The incident began on a Monday morning, March 7, 1859. Massachusetts law required that the Ten Commandments be recited in every classroom every morning. Bible passages were also required to be read aloud. On March 7, a teacher at the Eliot School in Boston, Miss Sophia Shepard, called on ten-year-old Thomas J. Whall to recite the Ten Commandments. Whall refused because he was Catholic and Shepard insisted that the Commandments be recited as written in the Protestant King James Bible.

The following Sunday at St. Mary's Parish Sunday School, Whall was among the several hundred boys who heard Father Bernardine Wiget, a Swiss-born Jesuit and an enthusiastic ultramontane, urge them not to recite Protestant prayers lest they fall into "infidelity and heresy." The parishioners passed a resolution recommending that the children be taught not to be ashamed of their religion. Wiget also said he would "read out" from the pulpit the names of any boys who did recite the Protestant prayers at the Eliot School.

On Monday, March 14 Shepard again called upon Whall and he again refused. The assistant principal, McLaurin F. Cook, was called. Saying "Here's a boy that refuses to repeat the Ten Commandments, and I will whip him till he yields if that takes the whole forenoon," he beat Whall's hand with a rattan stick for 30 minutes until it was cut and bleeding. The principal then told all boys who intended to refuse to recite the King James version of the commandments to leave the school. 100 boys left that day, followed by another 300 the next. Some boys reported to school with copies of the Vulgate Commandments that they were willing to recite, but they were refused admittance.

The incident attracted intense national interest. Charges of assault and battery brought against Cook by the boy's father were dismissed on the grounds that religious instruction was a proper function of public school teachers.

According to historian John McGreevy of the University of Notre Dame, the incident sparked the creation of Catholic parochial schools both in Boston and nationwide. In Boston, St Mary's Parish created a primary school to educate the boys who had withdrawn from the Eliot School.

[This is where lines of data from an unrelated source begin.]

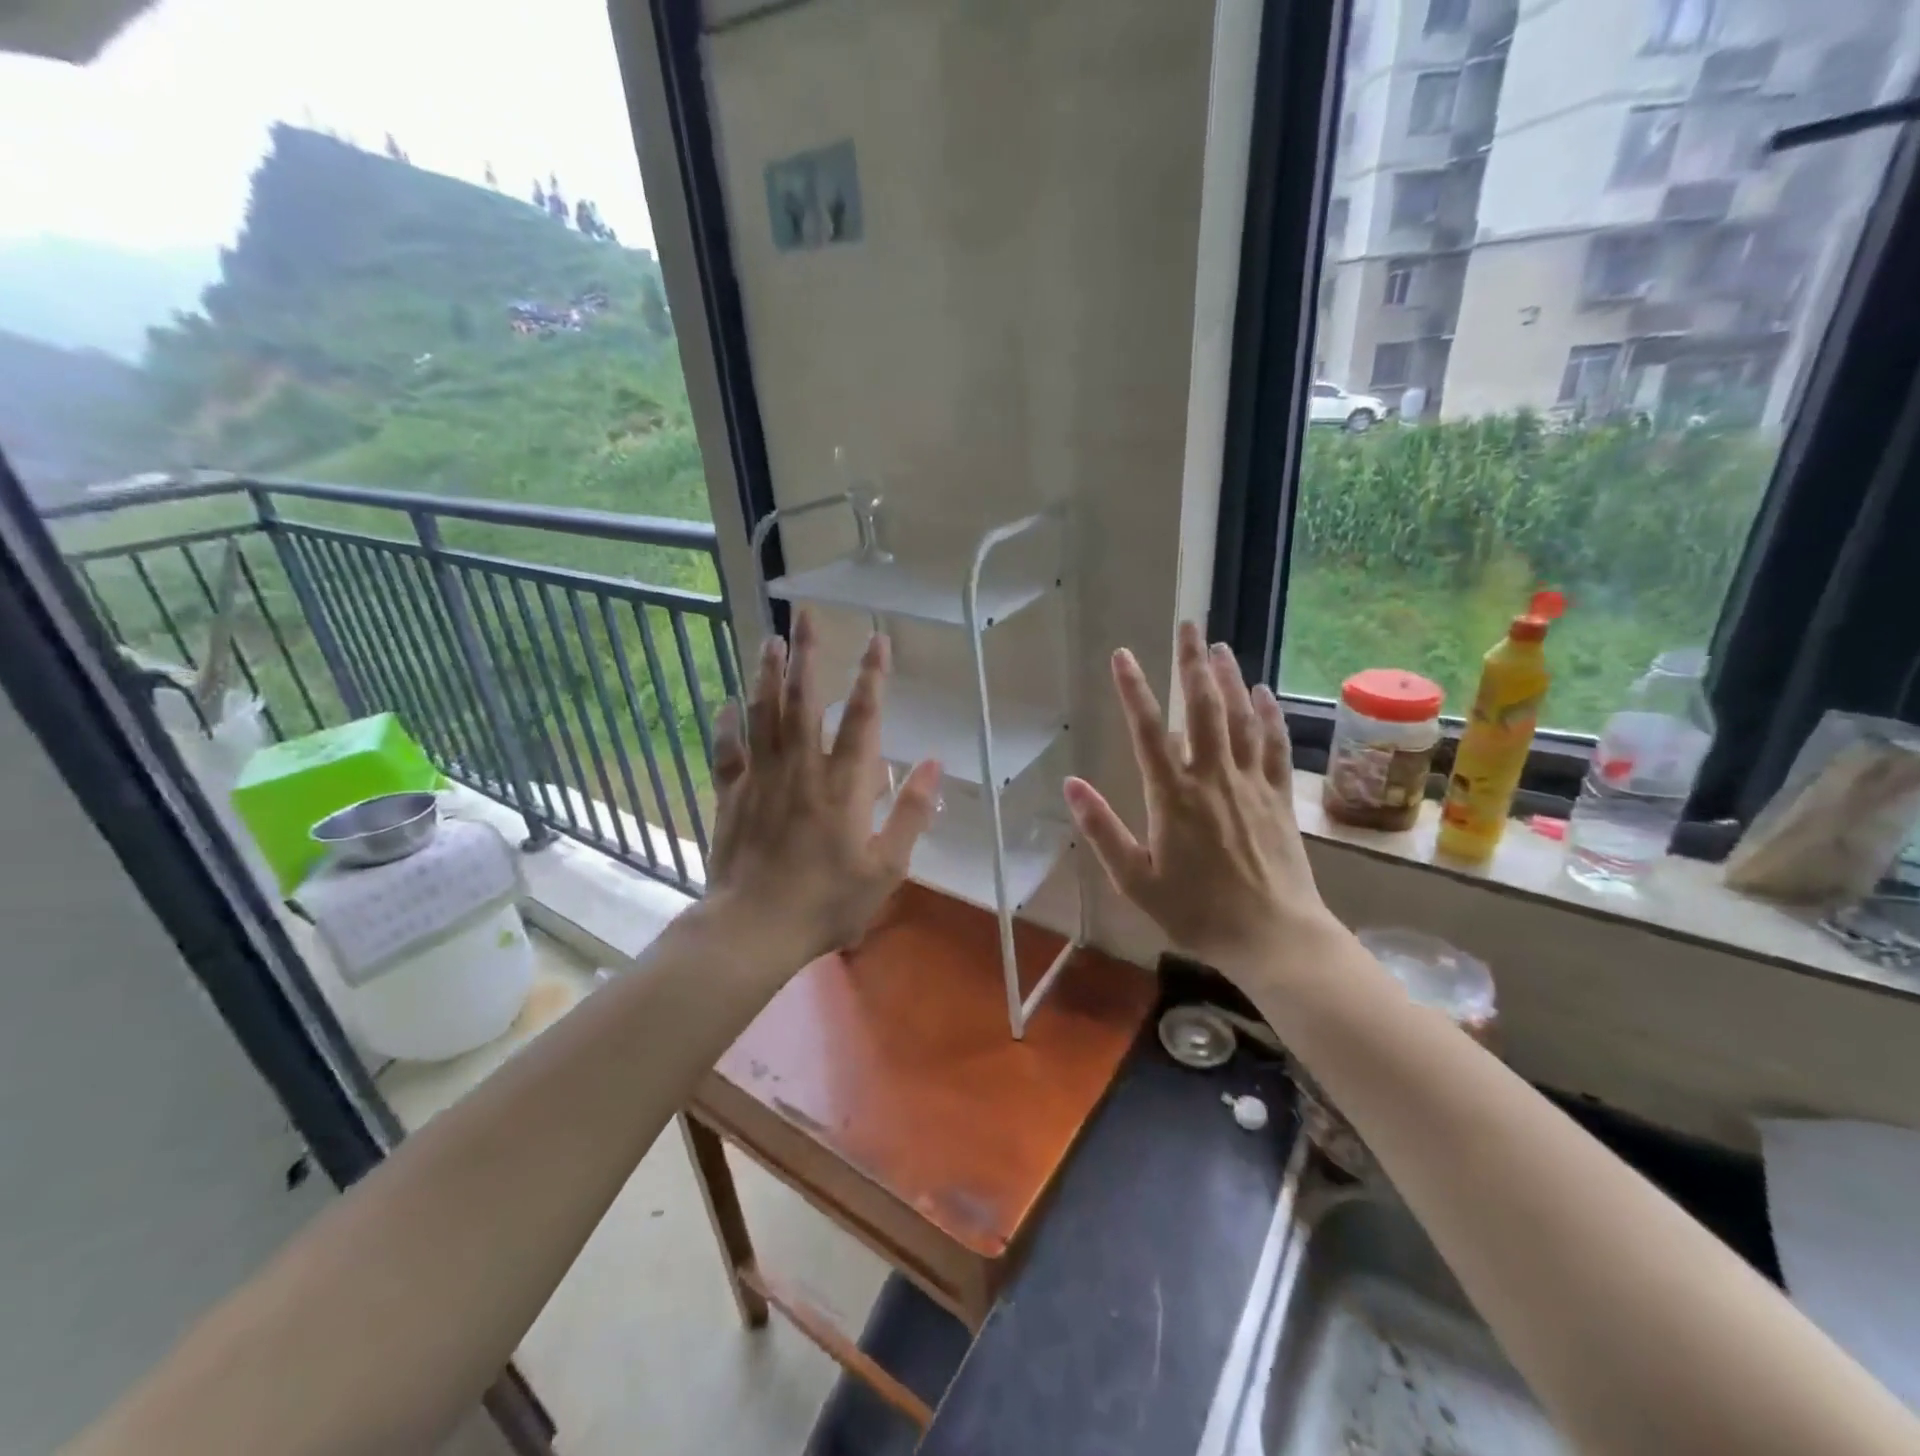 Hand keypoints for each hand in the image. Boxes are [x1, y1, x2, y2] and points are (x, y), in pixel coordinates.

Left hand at [705, 609, 941, 963]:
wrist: (755, 927)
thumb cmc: (828, 901)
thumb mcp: (888, 867)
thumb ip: (912, 813)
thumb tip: (934, 763)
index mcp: (845, 783)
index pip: (863, 717)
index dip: (873, 675)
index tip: (877, 638)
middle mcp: (802, 767)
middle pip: (804, 699)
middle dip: (808, 654)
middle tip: (804, 615)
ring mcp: (762, 777)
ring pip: (764, 713)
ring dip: (768, 674)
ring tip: (771, 640)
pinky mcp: (731, 795)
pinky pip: (727, 750)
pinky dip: (726, 724)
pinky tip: (726, 703)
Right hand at [1063, 622, 1339, 976]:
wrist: (1272, 936)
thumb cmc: (1196, 912)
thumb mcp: (1135, 880)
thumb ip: (1102, 830)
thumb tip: (1071, 784)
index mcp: (1173, 797)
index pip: (1148, 731)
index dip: (1134, 690)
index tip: (1122, 655)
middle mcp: (1213, 778)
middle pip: (1203, 709)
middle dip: (1192, 664)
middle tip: (1189, 626)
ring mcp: (1251, 784)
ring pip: (1241, 719)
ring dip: (1229, 679)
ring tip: (1219, 647)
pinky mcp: (1279, 797)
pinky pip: (1275, 746)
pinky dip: (1269, 716)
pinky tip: (1264, 692) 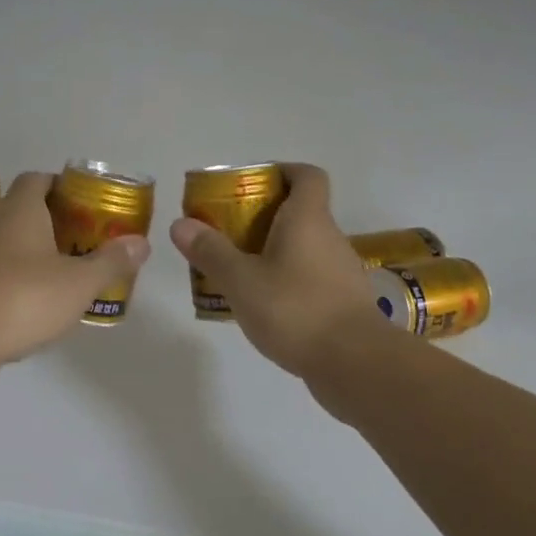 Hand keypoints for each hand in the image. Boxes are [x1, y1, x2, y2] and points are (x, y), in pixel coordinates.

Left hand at [0, 171, 151, 363]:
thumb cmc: (24, 297)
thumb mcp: (79, 282)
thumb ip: (111, 262)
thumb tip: (141, 243)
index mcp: (20, 211)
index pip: (38, 179)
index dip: (62, 185)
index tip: (87, 202)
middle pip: (26, 213)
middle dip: (57, 224)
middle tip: (88, 241)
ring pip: (11, 246)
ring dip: (37, 255)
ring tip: (69, 275)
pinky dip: (19, 284)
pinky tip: (39, 307)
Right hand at [168, 162, 374, 380]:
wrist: (355, 364)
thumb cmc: (295, 310)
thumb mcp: (242, 281)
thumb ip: (211, 251)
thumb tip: (180, 223)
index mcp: (308, 219)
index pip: (307, 176)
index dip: (283, 171)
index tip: (253, 183)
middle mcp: (329, 238)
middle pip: (300, 212)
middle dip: (264, 217)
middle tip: (228, 232)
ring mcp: (340, 272)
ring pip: (303, 248)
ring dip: (273, 252)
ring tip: (237, 271)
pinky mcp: (343, 303)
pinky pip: (310, 279)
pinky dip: (286, 282)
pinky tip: (262, 306) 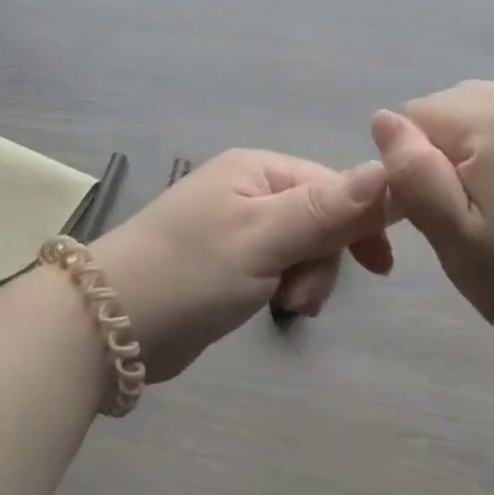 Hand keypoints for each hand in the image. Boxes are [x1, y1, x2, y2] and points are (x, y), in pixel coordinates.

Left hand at [90, 150, 394, 382]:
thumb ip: (325, 207)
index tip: (379, 266)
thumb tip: (386, 167)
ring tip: (286, 307)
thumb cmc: (190, 272)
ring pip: (302, 247)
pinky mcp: (227, 263)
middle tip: (302, 297)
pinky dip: (284, 287)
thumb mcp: (263, 237)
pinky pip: (278, 267)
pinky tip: (274, 308)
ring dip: (305, 278)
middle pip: (320, 217)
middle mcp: (248, 190)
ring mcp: (236, 227)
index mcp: (256, 169)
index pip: (332, 184)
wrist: (107, 327)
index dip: (360, 220)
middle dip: (323, 259)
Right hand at [371, 81, 493, 359]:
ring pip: (472, 106)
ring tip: (481, 194)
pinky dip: (493, 139)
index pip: (413, 116)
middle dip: (436, 148)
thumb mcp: (449, 233)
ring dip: (463, 142)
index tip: (432, 206)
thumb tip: (382, 119)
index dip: (411, 161)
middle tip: (457, 206)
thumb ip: (412, 172)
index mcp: (489, 122)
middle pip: (443, 106) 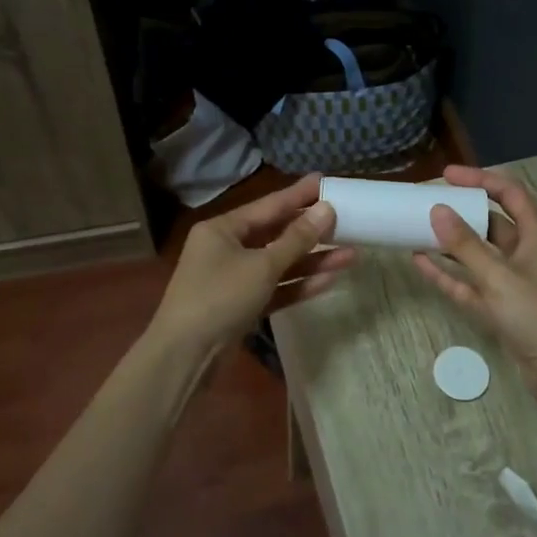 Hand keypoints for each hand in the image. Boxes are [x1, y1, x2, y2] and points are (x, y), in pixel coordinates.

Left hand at [151, 174, 355, 353]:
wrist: (185, 356)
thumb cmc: (219, 298)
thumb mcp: (262, 266)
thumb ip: (296, 239)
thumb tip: (326, 209)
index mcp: (222, 229)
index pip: (268, 206)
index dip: (298, 194)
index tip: (325, 180)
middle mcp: (227, 249)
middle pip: (275, 234)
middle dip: (311, 231)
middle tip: (347, 219)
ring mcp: (235, 279)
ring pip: (279, 264)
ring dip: (312, 261)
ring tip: (351, 254)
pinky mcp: (243, 306)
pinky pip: (276, 288)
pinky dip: (299, 285)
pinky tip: (330, 280)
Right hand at [413, 166, 536, 408]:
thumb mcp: (500, 277)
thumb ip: (465, 246)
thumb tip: (437, 210)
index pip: (509, 193)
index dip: (479, 180)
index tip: (445, 176)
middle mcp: (527, 254)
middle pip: (491, 223)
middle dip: (460, 213)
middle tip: (426, 204)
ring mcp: (514, 283)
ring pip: (478, 255)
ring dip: (450, 245)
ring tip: (416, 230)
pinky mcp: (503, 310)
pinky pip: (471, 284)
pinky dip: (449, 275)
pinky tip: (421, 263) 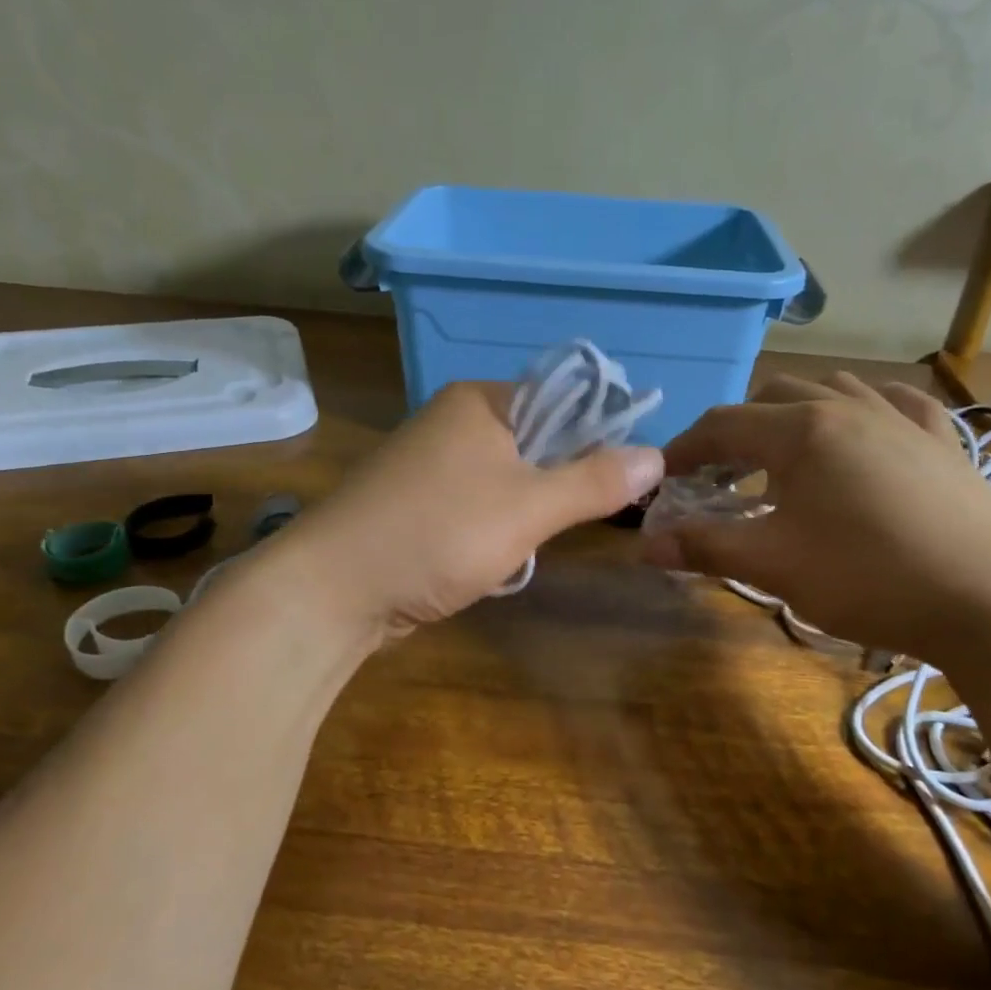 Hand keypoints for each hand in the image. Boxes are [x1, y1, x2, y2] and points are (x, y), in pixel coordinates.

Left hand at [276, 382, 663, 634]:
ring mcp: (432, 466)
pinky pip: (479, 508)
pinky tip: (496, 562)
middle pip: (537, 441)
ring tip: (529, 546)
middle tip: (578, 521)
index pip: (562, 399)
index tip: (626, 478)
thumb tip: (658, 455)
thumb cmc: (437, 534)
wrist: (333, 591)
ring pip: (510, 481)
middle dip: (561, 484)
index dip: (599, 433)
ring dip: (529, 515)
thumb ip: (594, 481)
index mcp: (480, 402)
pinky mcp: (419, 506)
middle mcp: (454, 422)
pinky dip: (497, 532)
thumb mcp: (529, 507)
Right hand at [642, 373, 990, 659]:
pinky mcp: (943, 441)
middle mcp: (848, 408)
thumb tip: (646, 545)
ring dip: (794, 414)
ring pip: (832, 390)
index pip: (722, 425)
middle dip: (737, 431)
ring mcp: (902, 419)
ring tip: (784, 457)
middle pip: (772, 397)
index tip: (663, 479)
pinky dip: (863, 410)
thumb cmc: (870, 578)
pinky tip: (864, 430)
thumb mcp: (775, 566)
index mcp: (801, 431)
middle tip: (721, 478)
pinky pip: (894, 403)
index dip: (684, 449)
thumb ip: (706, 547)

First called St. Mary's Institute, and later named in honor of Father Wiget, the school enrolled 1,150 boys in the 1859-60 school year.

==Thomas J. Whall==

Thomas J. Whall (Kilkenny, Ireland, March 31, 1848 - Reading, Massachusetts, March 14, 1911) was a Catholic student in Boston's Eliot school, who was whipped for refusing to read aloud the Ten Commandments in the King James version during the Eliot School rebellion.

Whall's family attended St. Mary's Roman Catholic Church in Boston's North End, which held the city's densest concentration of Catholics, most living in the tenements near the wharf. On March 7, 1859 ten-year-old Thomas J. Whall refused to say the Ten Commandments as required by Massachusetts law for all public schools. Thomas stated that his father directed him not to recite the Protestant version. Whall's father and members of the school committee attempted to reach a compromise. However, member Micah Dyer, a supporter of the Know Nothing Party insisted on strict adherence to state law.

Whall and his father sued Cooke for use of excessive force. The court's ruling supported Cooke. The case received widespread attention. Seven Catholic schools sent testimonials of admiration, including the cathedral school of Covington, Kentucky. The cathedral school of Cincinnati, Ohio sent him a gold hunting-case watch and later a gold-lined goblet. However, as an adult, he had some difficulty finding employment.